Based on our results in women exclusively, physical activity is a preventive practice (56), and our study found that women with oral health problems who did not engage in leisure-time physical activity were more likely to develop depression. Other studies support this finding, linking depression, physical activity, and oral health in women (57, 58), and it has also been reported that regular physical activity has a significant impact on women’s management of their mental health, and affects aspects such as health perception, quality of life, and oral health (59), while in men, the link between depression, health and social characteristics seems to be even stronger (60). This would explain why younger males receive less care for mental health issues than elder men and women (61). Moreover, depressed males are more prone to self-medicate (62) and engage in hazardous behaviour (63). This, combined with the fact that men are more inclined to ignore their oral health and have poorer oral hygiene routines (64).

In both genders, a key preventive practice is not smoking, which acted in the present study as a favourable associated factor for depression, in line with another study (35).
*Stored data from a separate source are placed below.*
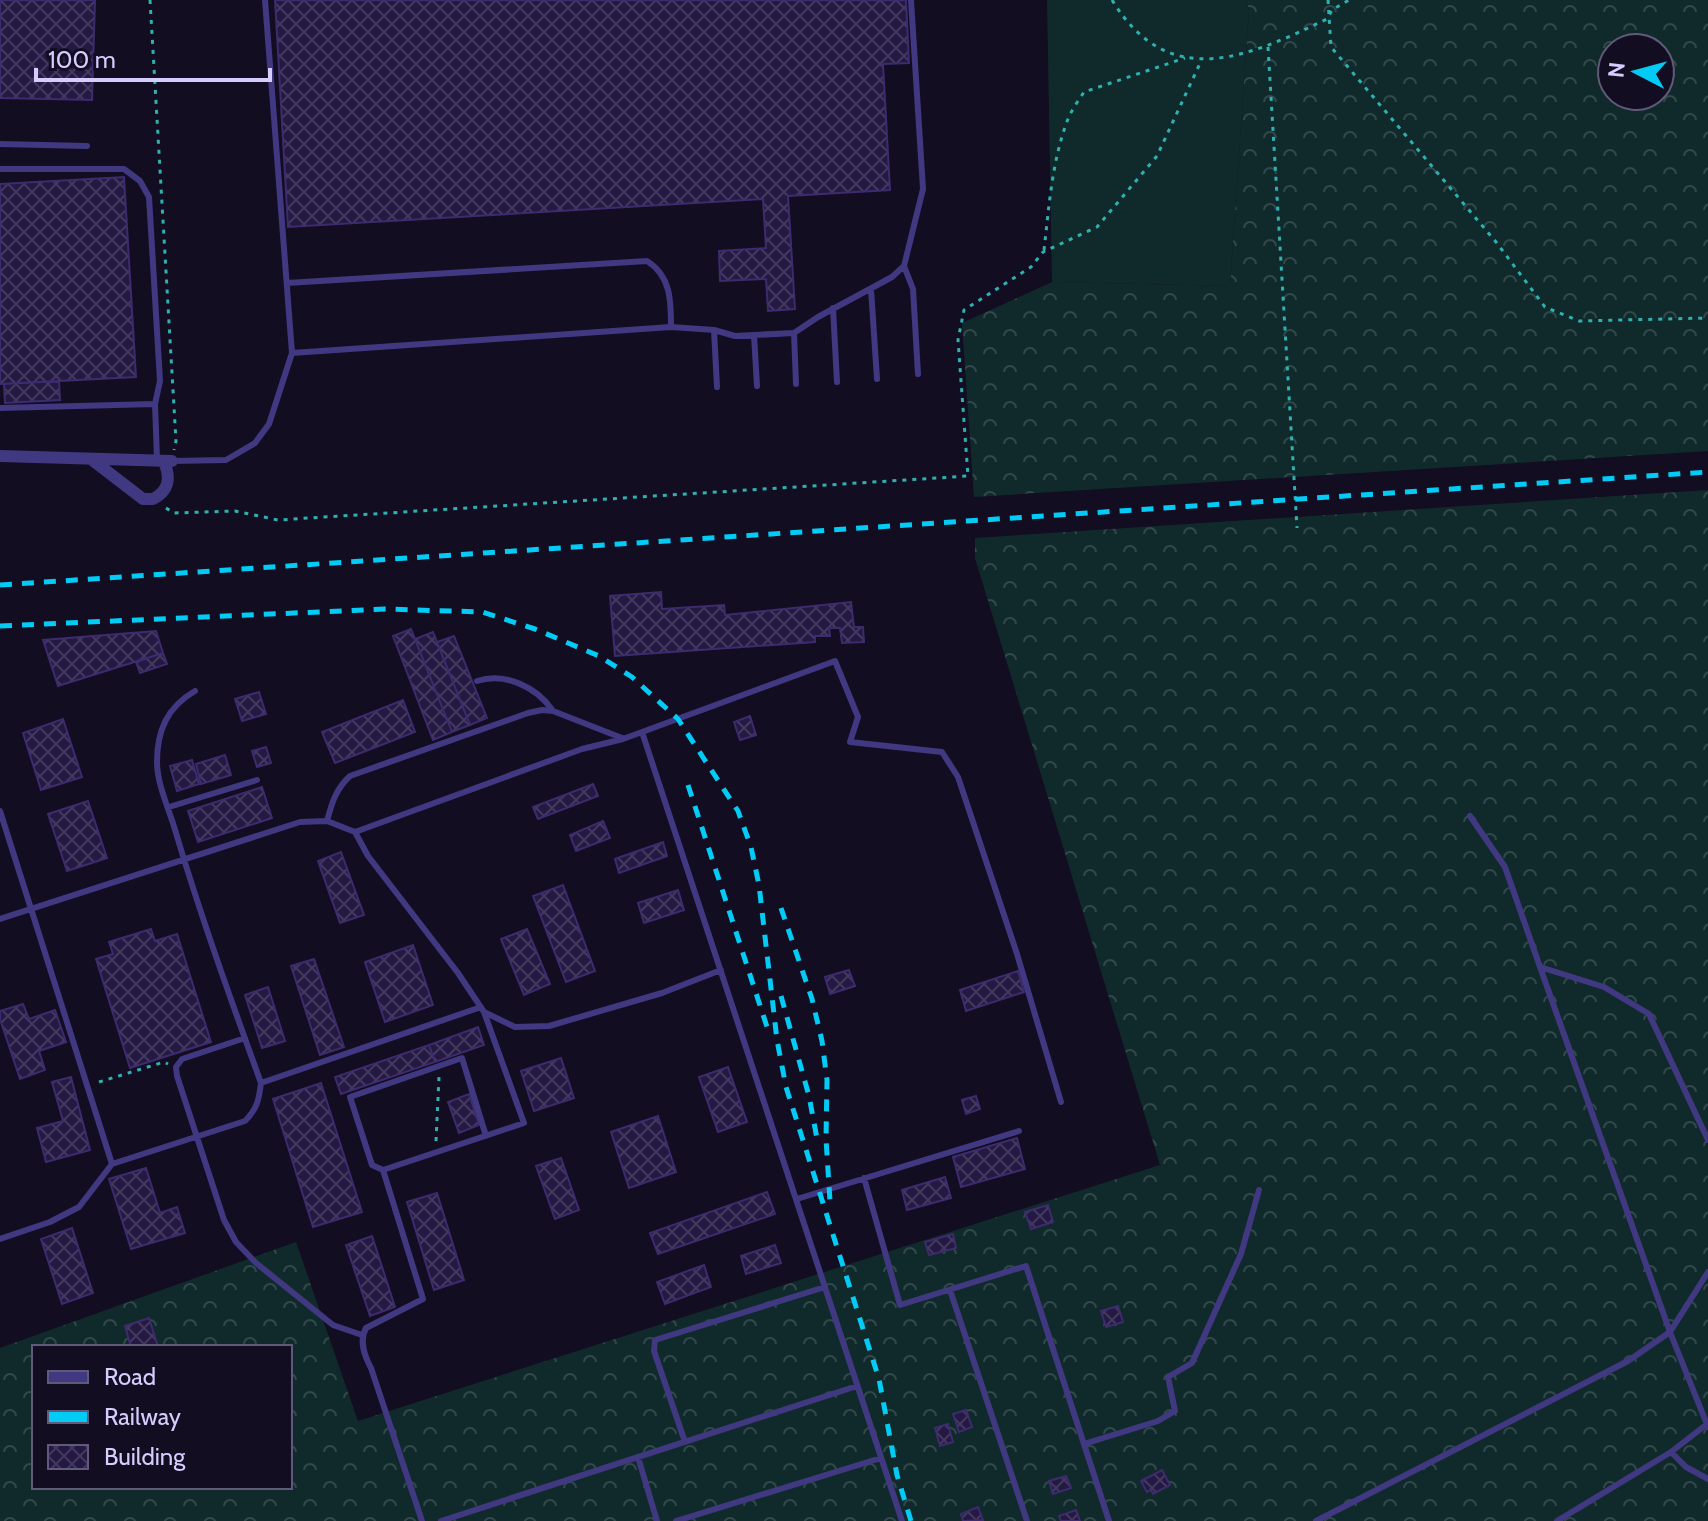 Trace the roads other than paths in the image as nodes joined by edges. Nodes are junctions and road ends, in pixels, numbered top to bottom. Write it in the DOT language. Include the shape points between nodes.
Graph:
graph roads {
  1 [pos="265,0"];
  2 [pos="911,0"];
  3 [pos="0,144"];
  4 [pos="87,146"];
  5 [pos="0,169"];
  6 [pos="904,266"];
  7 [pos="287,283"];
  8 [pos="871,289"];
  9 [pos="833,308"];
  10 [pos="671,327"];
  11 [pos="714,330"];
  12 [pos="794,333"];
  13 [pos="754,335"];
  14 [pos="292,353"];
  15 [pos="918,374"];
  16 [pos="877,379"];
  17 [pos="837,382"];
  18 [pos="796,384"];
  19 [pos="757,386"];
  20 [pos="717,387"];
  21 [pos="155,404"];
  22 [pos="0,408"];
  23 [pos="0,456"];
  24 [pos="90,458"];
  25 [pos="164,461"];
  26 [pos="477,681"];
  27 [pos="195,691"];
  28 [pos="553,711"];
  29 [pos="642,732"];
  30 [pos="623,739"];
  31 [pos="257,780"];
  32 [pos="169,807"];
  33 [pos="0,811"];
  34 [pos="1470,816"];
  35 [pos="327,821"];
  36 [pos="355,832"];
  37 [pos="184,859"];
  38 [pos="33,910"];
  39 [pos="0,919"];
  40 [pos="1540,967"];
  41 [pos="721,970"];
  42 [pos="482,1009"];
  43 [pos="245,1038"];
  44 [pos="261,1083"];
  45 [pos="1061,1102"];
  46 [pos="1019,1131"];
  47 [pos="486,1136"];
  48 [pos="196,1137"];
  49 [pos="1708,1140"];
  50 [pos="112,1164"];
  51 [pos="383,1170"];
  52 [pos="864,1178"];
  53 [pos="1259,1190"];
  54 [pos="797,1199"];
  55 [pos="0,1239"];
  56 [pos="1708,1272"];
  57 [pos="825,1287"];
  58 [pos="950,1290"];
  59 [pos="1670,1332"];
  60 [pos="362,1335"];
  61 [pos="857,1386"];
  62 [pos="1707,1425"];
  63 [pos="685,1442"];
  64 [pos="1084,1444"];
  65 [pos="1671,1452"];
  66 [pos="638,1457"];
  67 [pos="881,1458"];
  68 [pos="1708,1479"];
  69 [pos="422,1521"];
  70 [pos="441,1521"];
  71 [pos="657,1521"];
  72 [pos="676,1521"];
  73 [pos="902,1521"];
  74 [pos="1027,1521"];
  75 [pos="1109,1521"];
  76 [pos="1316,1521"];
  77 [pos="1557,1521"];
  1 -- 7 [label="lane"];
  2 -- 6 [label="lane" via="923,189"];
  3 -- 4 [label="lane"];
  5 -- 21 [label="lane" via="124,169 140,181 149,197 160,381"];
  6 -- 8 [label="lane"];
  6 -- 15 [label="lane" via="913,289"];
  7 -- 10 [label="lane" via="639,260 659,268 671,300"];
  7 -- 14 [label="lane"];
  8 -- 9 [label="lane"];
  8 -- 16 [label="lane"];
  9 -- 12 [label="lane"];
  9 -- 17 [label="lane"];
  10 -- 11 [label="lane"];
  10 -- 14 [label="lane"];
  11 -- 13 [label="lane"];
  11 -- 20 [label="lane"];
  12 -- 13 [label="lane"];
  12 -- 18 [label="lane"];
  13 -- 19 [label="lane"];
  14 -- 25 [label="lane" via="269,424 255,443 226,460"];
  21 -- 22 [label="lane"];
  21 -- 25 [label="lane"];
  23 -- 24 [label="street"];
  24 -- 25 [label="street"];
  24 -- 25 [label="street" via="143,499 161,495 168,483"];
  26 -- 28 [label="lane" via="490,677 516,682"];
  27 -- 32 [label="lane" via="164,719 157,767"];
  28 -- 30 [label="lane"];
  28 -- 35 [label="lane" via="528,713 350,776 333,798"];
  29 -- 30 [label="lane"];
  29 -- 41 [label="lane"];
  29 -- 45 [label="lane" via="835,661 858,717 850,742 942,752 963,791"];
  30 -- 36 [label="lane"];
  31 -- 32 [label="lane"];
  32 -- 37 [label="lane"];
  33 -- 38 [label="lane"];
  34 -- 40 [label="lane" via="1505,867"];
  35 -- 36 [label="lane"];
  35 -- 37 [label="lane" via="300,822"];
  36 -- 42 [label="lane"];
  37 -- 38 [label="lane"];
  37 -- 43 [label="lane"];
  38 -- 39 [label="lane"];
  38 -- 50 [label="lane"];
  40 -- 49 [label="lane" via="1604,987 1649,1014"];
  40 -- 59 [label="lane"];
  41 -- 42 [label="lane" via="549,1026 515,1027"];
  41 -- 54 [label="lane"];
  42 -- 44 [label="lane"];
  42 -- 47 [label="lane" via="524,1123"];
  43 -- 44 [label="lane"];
  43 -- 48 [label="lane" via="182,1059 176,1067"];
  44 -- 48 [label="lane" via="254,1113 245,1121"];
  46 -- 52 [label="lane"];
  47 -- 51 [label="lane"];
  47 -- 51 [label="lane" via="462,1058 440,1065 350,1097 372,1165"];
  48 -- 50 [label="lane"];
  48 -- 60 [label="lane" via="236,1242 333,1325"];
  50 -- 55 [label="lane" via="79,1207"];
  51 -- 60 [label="lane" via="423,1299"];
  52 -- 54 [label="lane"];
  52 -- 58 [label="lane" via="900,1305"];
  53 -- 64 [label="lane" via="1241,1254 1192,1363 1168,1377 1175,1411"];
  54 -- 57 [label="lane"];
  56 -- 59 [label="lane"];
  57 -- 61 [label="lane"];
  57 -- 63 [label="lane" via="655,1340 654,1351"];
  58 -- 64 [label="lane" via="1026,1266"];
  58 -- 74 [label="lane"];
  59 -- 62 [label="lane"];
  59 -- 76 [label="lane" via="1628,1361"];
  60 -- 69 [label="lane" via="364,1356"];
  61 -- 63 [label="lane"];
  61 -- 67 [label="lane"];
  62 -- 65 [label="lane"];
  63 -- 66 [label="lane"];
  64 -- 75 [label="lane"];
  65 -- 68 [label="lane"];
  65 -- 77 [label="lane"];
  66 -- 70 [label="lane"];
  66 -- 71 [label="lane"];
  67 -- 72 [label="lane"];
  67 -- 73 [label="lane"];
}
In contrast, a lower quality of life correlates with poor self-perceived health and is connected to depression (65). According to our results, the likelihood of experiencing depression was higher among people who perceived their health status as good, average, poor, and very poor in both genders. Similarly, a strong connection was found between depression and all other mental illnesses, including the vast majority of somatic diseases (66), which have been found to be an unfavourable associated factor in both genders. People with mental health problems are increasingly prone to experiencing oral health problems, as poor mental health has been linked to other comorbid conditions (67).

4.2. Strengths and limitations

Despite the strengths of this study, including a large sample size, randomised population selection, and well-trained collectors of the data, it also has some possible limitations. Firstly, due to the nature of the cross-sectional study, it is not possible to establish causal relationships for the associations observed. Moreover, additional research using longitudinal or experimental studies would be required to establish potential causal relationships. Secondly, although the variable “Have you ever been diagnosed with a particular disease by a doctor?” was self-reported by the participants for various illnesses, including oral health problems and depression, among others, the questions used by SNHS and EHSS were precise. Thirdly, the data collected through interviews can be vulnerable to memory issues or individuals’ tendency to provide socially desirable responses.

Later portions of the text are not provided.